_WHAT YOU WILL DO_. Repeat the entire listing exactly as written.

_EXCERPTED DATA_.
-=-=-=-=-
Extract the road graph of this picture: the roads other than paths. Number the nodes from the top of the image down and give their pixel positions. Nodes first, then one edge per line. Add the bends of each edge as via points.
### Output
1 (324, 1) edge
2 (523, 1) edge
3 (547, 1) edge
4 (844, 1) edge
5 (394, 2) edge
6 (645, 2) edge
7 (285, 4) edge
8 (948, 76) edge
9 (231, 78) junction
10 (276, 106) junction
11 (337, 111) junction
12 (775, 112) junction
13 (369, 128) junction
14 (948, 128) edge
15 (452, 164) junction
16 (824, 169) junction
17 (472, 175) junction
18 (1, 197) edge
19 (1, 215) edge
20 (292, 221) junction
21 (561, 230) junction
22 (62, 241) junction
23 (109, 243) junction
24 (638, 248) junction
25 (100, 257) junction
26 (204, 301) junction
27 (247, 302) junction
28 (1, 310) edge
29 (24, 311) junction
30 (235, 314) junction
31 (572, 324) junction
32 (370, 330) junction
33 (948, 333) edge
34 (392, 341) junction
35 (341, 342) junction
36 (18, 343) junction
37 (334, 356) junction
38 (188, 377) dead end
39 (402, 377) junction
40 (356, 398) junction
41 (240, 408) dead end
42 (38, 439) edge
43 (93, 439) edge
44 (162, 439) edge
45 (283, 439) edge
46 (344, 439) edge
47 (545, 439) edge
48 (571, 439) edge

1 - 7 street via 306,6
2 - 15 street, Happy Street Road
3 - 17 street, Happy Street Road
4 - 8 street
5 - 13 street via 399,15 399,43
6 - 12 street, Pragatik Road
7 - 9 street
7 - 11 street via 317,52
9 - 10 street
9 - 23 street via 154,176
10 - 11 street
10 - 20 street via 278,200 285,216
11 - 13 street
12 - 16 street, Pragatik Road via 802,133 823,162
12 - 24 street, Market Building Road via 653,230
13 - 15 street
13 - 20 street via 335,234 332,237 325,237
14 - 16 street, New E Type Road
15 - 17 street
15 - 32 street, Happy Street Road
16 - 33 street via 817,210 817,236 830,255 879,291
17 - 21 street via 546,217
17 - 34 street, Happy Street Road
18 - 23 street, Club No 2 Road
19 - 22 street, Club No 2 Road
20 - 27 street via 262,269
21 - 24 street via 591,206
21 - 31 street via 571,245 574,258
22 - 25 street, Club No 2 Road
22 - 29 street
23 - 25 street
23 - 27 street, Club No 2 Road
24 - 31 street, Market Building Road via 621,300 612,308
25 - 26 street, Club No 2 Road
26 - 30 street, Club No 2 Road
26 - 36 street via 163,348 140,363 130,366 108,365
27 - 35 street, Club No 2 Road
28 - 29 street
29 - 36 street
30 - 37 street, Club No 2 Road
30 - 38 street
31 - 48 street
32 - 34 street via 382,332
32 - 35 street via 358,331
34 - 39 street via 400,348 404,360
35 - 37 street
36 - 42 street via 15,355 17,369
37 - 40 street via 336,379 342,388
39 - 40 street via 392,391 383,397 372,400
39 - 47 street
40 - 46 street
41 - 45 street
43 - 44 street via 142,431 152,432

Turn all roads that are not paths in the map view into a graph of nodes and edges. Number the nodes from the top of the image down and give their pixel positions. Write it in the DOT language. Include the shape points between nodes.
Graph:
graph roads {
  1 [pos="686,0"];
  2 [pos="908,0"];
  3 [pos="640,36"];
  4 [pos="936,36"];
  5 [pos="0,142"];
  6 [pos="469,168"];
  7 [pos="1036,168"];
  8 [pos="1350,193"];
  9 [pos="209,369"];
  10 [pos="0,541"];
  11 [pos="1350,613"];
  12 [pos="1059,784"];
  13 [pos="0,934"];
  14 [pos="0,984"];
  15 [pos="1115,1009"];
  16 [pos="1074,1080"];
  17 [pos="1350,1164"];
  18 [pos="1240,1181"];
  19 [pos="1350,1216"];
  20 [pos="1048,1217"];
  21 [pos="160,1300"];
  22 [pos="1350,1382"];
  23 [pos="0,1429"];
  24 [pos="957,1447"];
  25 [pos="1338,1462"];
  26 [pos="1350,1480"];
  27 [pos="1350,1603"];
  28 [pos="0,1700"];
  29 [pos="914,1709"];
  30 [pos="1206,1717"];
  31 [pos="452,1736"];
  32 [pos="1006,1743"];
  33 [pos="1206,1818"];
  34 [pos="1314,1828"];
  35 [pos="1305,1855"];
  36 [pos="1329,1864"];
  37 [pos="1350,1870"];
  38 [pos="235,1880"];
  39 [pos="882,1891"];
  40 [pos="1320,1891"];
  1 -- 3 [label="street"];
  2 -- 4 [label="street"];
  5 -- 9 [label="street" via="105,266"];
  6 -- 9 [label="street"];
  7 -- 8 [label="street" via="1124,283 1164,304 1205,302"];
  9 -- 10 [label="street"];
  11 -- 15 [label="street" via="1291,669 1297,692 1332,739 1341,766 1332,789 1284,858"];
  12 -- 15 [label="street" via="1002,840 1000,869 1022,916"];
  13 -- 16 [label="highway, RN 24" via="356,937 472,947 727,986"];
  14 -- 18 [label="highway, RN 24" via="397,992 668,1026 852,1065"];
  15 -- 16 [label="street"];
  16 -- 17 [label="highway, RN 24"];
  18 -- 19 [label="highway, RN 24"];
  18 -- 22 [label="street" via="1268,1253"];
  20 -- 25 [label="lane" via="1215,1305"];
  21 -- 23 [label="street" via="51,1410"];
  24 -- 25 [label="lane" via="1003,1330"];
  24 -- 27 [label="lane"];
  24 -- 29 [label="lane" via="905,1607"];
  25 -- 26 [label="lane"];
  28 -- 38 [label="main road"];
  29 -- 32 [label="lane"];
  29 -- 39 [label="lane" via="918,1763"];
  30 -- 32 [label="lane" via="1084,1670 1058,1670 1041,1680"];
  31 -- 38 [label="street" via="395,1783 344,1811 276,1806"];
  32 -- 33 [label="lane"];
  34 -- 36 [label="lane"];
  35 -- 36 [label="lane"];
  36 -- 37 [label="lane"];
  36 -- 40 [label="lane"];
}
-=-=-=-=-
_YOUR RESPONSE_.
Extract the road graph of this picture: the roads other than paths. Number the nodes from the top of the image down and give their pixel positions. Nodes first, then one edge per line. Add the bends of each edge as via points.
### Output
1 (324, 1) edge
2 (523, 1) edge
3 (547, 1) edge
4 (844, 1) edge
5 (394, 2) edge
6 (645, 2) edge
7 (285, 4) edge
8 (948, 76) edge
9 (231, 78) junction
10 (276, 106) junction
11 (337, 111) junction
12 (775, 112) junction
13 (369, 128) junction
14 (948, 128) edge
15 (452, 164) junction
16 (824, 169) junction
17 (472, 175) junction
18 (1, 197) edge
19 (1, 215) edge
20 (292, 221) junction
21 (561, 230) junction
22 (62, 241) junction
23 (109, 243) junction
24 (638, 248) junction
25 (100, 257) junction
26 (204, 301) junction
27 (247, 302) junction
28 (1, 310) edge
29 (24, 311) junction
30 (235, 314) junction
31 (572, 324) junction
32 (370, 330) junction
33 (948, 333) edge
34 (392, 341) junction
35 (341, 342) junction
36 (18, 343) junction
37 (334, 356) junction
38 (188, 377) dead end
39 (402, 377) junction
40 (356, 398) junction
41 (240, 408) dead end
42 (38, 439) edge
43 (93, 439) edge
44 (162, 439) edge
45 (283, 439) edge
46 (344, 439) edge
47 (545, 439) edge
48 (571, 439) edge

1 - 7 street via 306,6
2 - 15 street, Happy Street Road
3 - 17 street, Happy Street Road
4 - 8 street
5 - 13 street via 399,15 399,43
6 - 12 street, Pragatik Road
7 - 9 street
7 - 11 street via 317,52
9 - 10 street
9 - 23 street via 154,176
10 - 11 street
10 - 20 street via 278,200 285,216
11 - 13 street
12 - 16 street, Pragatik Road via 802,133 823,162
12 - 24 street, Market Building Road via 653,230
13 - 15 street
13 - 20 street via 335,234 332,237 325,237
14 - 16 street, New E Type Road
15 - 17 street
15 - 32 street, Happy Street Road
16 - 33 street via 817,210 817,236 830,255 879,291
17 - 21 street via 546,217
17 - 34 street, Happy Street Road
18 - 23 street, Club No 2 Road
19 - 22 street, Club No 2 Road
20 - 27 street via 262,269
21 - 24 street via 591,206
21 - 31 street via 571,245 574,258
22 - 25 street, Club No 2 Road
22 - 29 street
23 - 25 street
23 - 27 street, Club No 2 Road
24 - 31 street, Market Building Road via 621,300 612,308
25 - 26 street, Club No 2 Road
26 - 30 street, Club No 2 Road
26 - 36 street via 163,348 140,363 130,366 108,365
27 - 35 street, Club No 2 Road
28 - 29 street
29 - 36 street
30 - 37 street, Club No 2 Road
30 - 38 street
31 - 48 street
32 - 34 street via 382,332
32 - 35 street via 358,331
34 - 39 street via 400,348 404,360
35 - 37 street
36 - 42 street via 15,355 17,369
37 - 40 street via 336,379 342,388
39 - 40 street via 392,391 383,397 372,400
39 - 47 street
40 - 46 street
41 - 45 street
43 - 44 street via 142,431 152,432

Turn all roads that are not paths in the map view into a graph of nodes and edges. Number the nodes from the top of the image down and give their pixel positions. Write it in the DOT language. Include the shape points between nodes.
Graph:
graph roads {
  1 [pos="686,0"];
  2 [pos="908,0"];
  3 [pos="640,36"];
  4 [pos="936,36"];
  5 [pos="0,142"];
  6 [pos="469,168"];
  7 [pos="1036,168"];
  8 [pos="1350,193"];
  9 [pos="209,369"];
  10 [pos="0,541"];
  11 [pos="1350,613"];
  12 [pos="1059,784"];
  13 [pos="0,934"];
  14 [pos="0,984"];
  15 [pos="1115,1009"];
  16 [pos="1074,1080"];
  17 [pos="1350,1164"];
  18 [pos="1240,1181"];
  19 [pos="1350,1216"];
  20 [pos="1048,1217"];
  21 [pos="160,1300"];
  22 [pos="1350,1382"];
  23 [pos="0,1429"];
  24 [pos="957,1447"];
  25 [pos="1338,1462"];
  26 [pos="1350,1480"];
  27 [pos="1350,1603"];
  28 [pos="0,1700"];
  29 [pos="914,1709"];
  30 [pos="1206,1717"];
  31 [pos="452,1736"];
  32 [pos="1006,1743"];
  33 [pos="1206,1818"];
  34 [pos="1314,1828"];
  35 [pos="1305,1855"];
  36 [pos="1329,1864"];
  37 [pos="1350,1870"];
  38 [pos="235,1880"];
  39 [pos="882,1891"];
  40 [pos="1320,1891"];
  1 -- 3 [label="street"];
  2 -- 4 [label="street"];
  5 -- 9 [label="street" via="105,266"];
  6 -- 9 [label="street"];
  7 -- 8 [label="street" via="1124,283 1164,304 1205,302"];
  9 -- 10 [label="street"];
  11 -- 15 [label="street" via="1291,669 1297,692 1332,739 1341,766 1332,789 1284,858"];
  12 -- 15 [label="street" via="1002,840 1000,869 1022,916"];
  13 -- 16 [label="highway, RN 24" via="356,937 472,947 727,986"];
  14 -- 18 [label="highway, RN 24" via="397,992 668,1026 852,1065"];
  15 -- 16 [label="street"];
  16 -- 17 [label="highway, RN 24"];
  18 -- 19 [label="highway, RN 24"];
  18 -- 22 [label="street" via="1268,1253"];
  20 -- 25 [label="lane" via="1215,1305"];
  21 -- 23 [label="street" via="51,1410"];
  24 -- 25 [label="lane" via="1003,1330"];
  24 -- 27 [label="lane"];
  24 -- 29 [label="lane" via="905,1607"];
  25 -- 26 [label="lane"];
  28 -- 38 [label="main road"];
  29 -- 32 [label="lane"];
  29 -- 39 [label="lane" via="918,1763"];
  30 -- 32 [label="lane" via="1084,1670 1058,1670 1041,1680"];
  31 -- 38 [label="street" via="395,1783 344,1811 276,1806"];
  32 -- 33 [label="lane"];
  34 -- 36 [label="lane"];
  35 -- 36 [label="lane"];
  36 -- 37 [label="lane"];
  36 -- 40 [label="lane"];
}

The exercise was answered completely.